# Sig Sauer p250



## Njk (Jul 14, 2014)

I was looking to get one of these guns, so I contacted my closest FFL Dealer. He said the dealer he gets them from have it on backorder. How long does it usually take for guns to become available? I'm so anxious to get one of these. Thanks


----------



## TAPnRACK (Jan 30, 2013)

All depends... most FFL's can't guarantee a particular model will be in on a specific date. Some get regular shipments of regularly stocked models, on a special order or something on backorder... it depends on the factories and demand. I feel your pain... I had a custom rifle built and my expected time til completion/delivery was 4 to 6 months average for that gunsmith. Hang in there.

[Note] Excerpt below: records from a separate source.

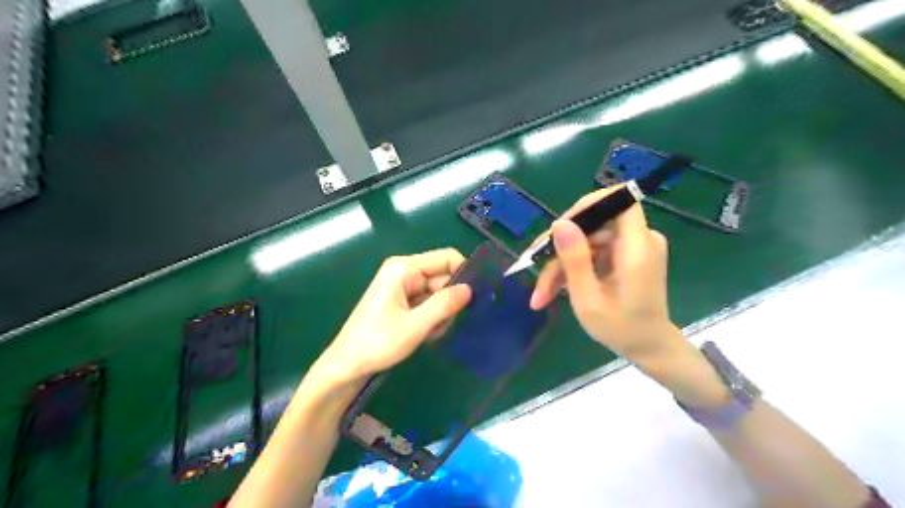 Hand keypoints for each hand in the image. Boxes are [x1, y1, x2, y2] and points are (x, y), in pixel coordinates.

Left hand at [313, 250, 473, 387]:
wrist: (347, 365)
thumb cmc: (377, 343)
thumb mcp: (415, 326)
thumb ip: (444, 305)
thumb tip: (470, 289)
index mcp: (404, 268)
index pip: (446, 258)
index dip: (464, 273)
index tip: (475, 298)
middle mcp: (405, 271)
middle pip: (444, 277)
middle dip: (449, 301)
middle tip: (445, 325)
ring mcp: (404, 286)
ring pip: (439, 293)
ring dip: (441, 313)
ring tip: (430, 333)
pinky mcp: (403, 301)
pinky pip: (429, 303)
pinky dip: (432, 318)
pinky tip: (424, 334)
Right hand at [532, 187, 678, 359]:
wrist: (648, 349)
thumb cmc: (621, 330)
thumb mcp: (589, 299)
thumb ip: (575, 260)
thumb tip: (559, 223)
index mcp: (637, 248)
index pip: (619, 201)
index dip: (587, 206)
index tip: (560, 227)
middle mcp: (639, 241)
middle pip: (593, 225)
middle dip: (561, 247)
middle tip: (535, 269)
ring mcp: (631, 248)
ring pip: (586, 241)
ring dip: (561, 264)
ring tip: (541, 294)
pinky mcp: (624, 256)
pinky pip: (592, 252)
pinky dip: (573, 268)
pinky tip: (553, 290) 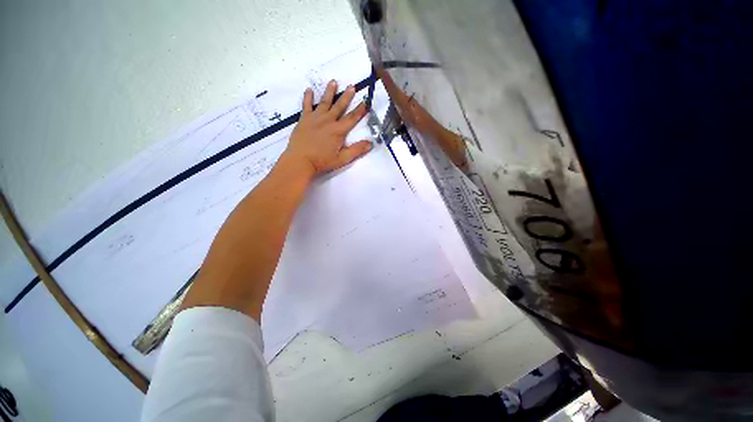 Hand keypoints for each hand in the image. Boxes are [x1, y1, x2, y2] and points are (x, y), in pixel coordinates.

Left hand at [283, 80, 371, 176]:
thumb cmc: (322, 161)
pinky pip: (306, 105)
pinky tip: (309, 90)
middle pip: (339, 106)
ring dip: (329, 92)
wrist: (301, 161)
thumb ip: (356, 150)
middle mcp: (328, 121)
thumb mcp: (343, 159)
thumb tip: (370, 143)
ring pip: (324, 102)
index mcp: (338, 131)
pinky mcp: (304, 119)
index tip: (365, 101)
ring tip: (333, 81)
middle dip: (347, 96)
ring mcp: (315, 118)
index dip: (360, 110)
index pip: (352, 118)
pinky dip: (308, 97)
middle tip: (352, 86) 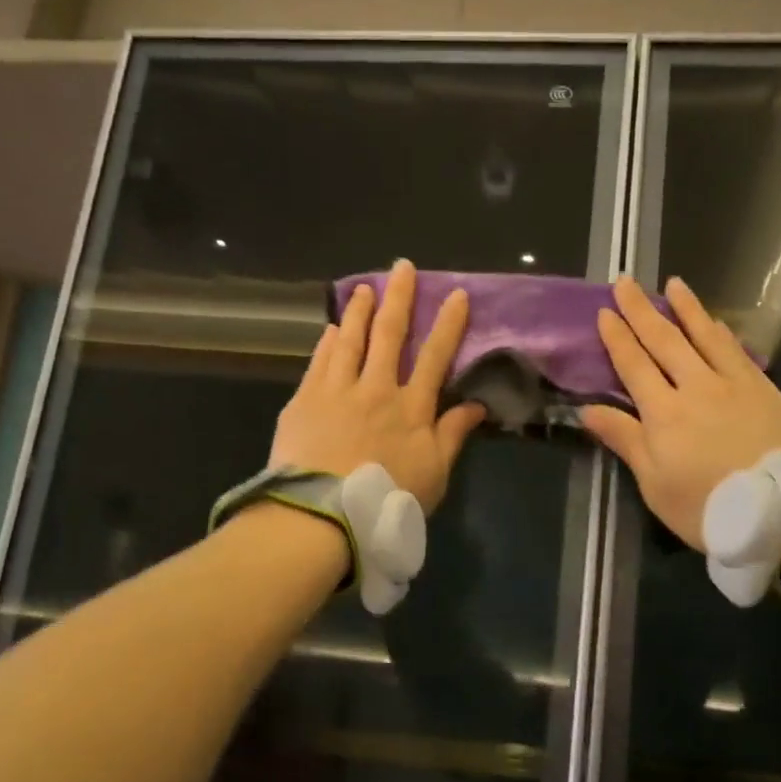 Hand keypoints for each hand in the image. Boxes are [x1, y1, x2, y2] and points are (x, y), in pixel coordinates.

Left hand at [270, 259, 485, 513]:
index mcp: (411, 407)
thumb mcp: (434, 474)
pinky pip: (320, 362)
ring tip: (364, 287)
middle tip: (402, 267)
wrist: (322, 514)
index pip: (434, 356)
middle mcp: (375, 388)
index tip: (457, 295)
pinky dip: (328, 342)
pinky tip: (331, 329)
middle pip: (389, 335)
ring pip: (350, 340)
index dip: (448, 324)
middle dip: (399, 298)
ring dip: (359, 311)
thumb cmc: (386, 498)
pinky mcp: (305, 401)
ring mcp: (337, 391)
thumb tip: (476, 404)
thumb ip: (453, 435)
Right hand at [581, 276, 780, 550]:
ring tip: (673, 284)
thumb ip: (625, 440)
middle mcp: (696, 387)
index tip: (605, 311)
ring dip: (687, 309)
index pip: (634, 365)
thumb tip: (587, 409)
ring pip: (705, 337)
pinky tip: (717, 323)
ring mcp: (735, 385)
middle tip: (626, 282)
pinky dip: (722, 333)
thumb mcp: (656, 484)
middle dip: (642, 311)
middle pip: (665, 341)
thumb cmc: (710, 508)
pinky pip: (737, 352)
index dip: (617, 337)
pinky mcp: (766, 390)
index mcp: (664, 413) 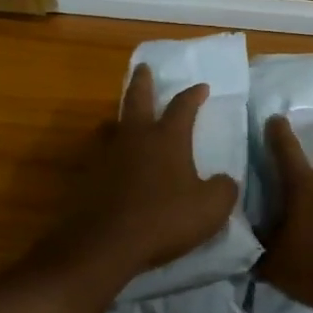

Good luck, hope it's sooner than later for you.


----------



## Niland (Jul 29, 2014)

You may want to ask your FFL if he'll let you order it in from elsewhere. The P250 shouldn't be hard to get. I have two 250's and two exchange kits. Got one gun and both exchange kits from Osage County Guns, but plenty of other dealers should have them in hand as well. 

Absolutely love the DAO triggers for carry. I carry the compact and my wife likes the subcompact. Great guns, super simple to clean and maintain, very uncomplicated design. 

You will love it.


----------



## GCBHM (Mar 24, 2014)

Njk said:


> I was looking to get one of these guns, so I contacted my closest FFL Dealer. He said the dealer he gets them from have it on backorder. How long does it usually take for guns to become available? I'm so anxious to get one of these. Thanks


There are a number of places you can order these guns from and have shipped to an FFL. Bud's Guns is probably the most popular site from which to do so.


----------



## Babbalou1956 (Sep 2, 2014)

I'm thinking about getting one of these also, the full size 45. I like DAO triggers if they're under 9.5 pounds or so. I think the Sig P250 is around 6. * updated; + 1 on Bud's. They had a decent selection today, I ordered mine.


----------



## Babbalou1956 (Sep 2, 2014)

Mine arrived today. Picked it up from my local dealer, read the manual, stripped it & lubed it. Then had to do chores! When that was done I went to the range & shot 200 rounds of cheap fmj stuff to break it in. No problems, no jams, no light strikes, nothing. Fun gun to shoot. My first SIG & my first 45 acp. I actually like the DAO trigger. I don't mind long pulls & resets, I can still shoot it faster than I can aim. It's much like a great DA revolver trigger but lighter, smoother & no stacking or staging so if you pull it really slow you don't know when it's going to fire. I just keep the sights steady until it goes bang & it's quite accurate. I got the full size version with night sights. I just turned off the lights & looked & they're easy to see considering my eyes hadn't adjusted to the dark. The grip feels great, fits my hand well. I've got big hands but my wife said it felt comfortable for her too. She's got medium hands & had no problem reaching the trigger. Hoping I get time to take it to the range again tomorrow.


----------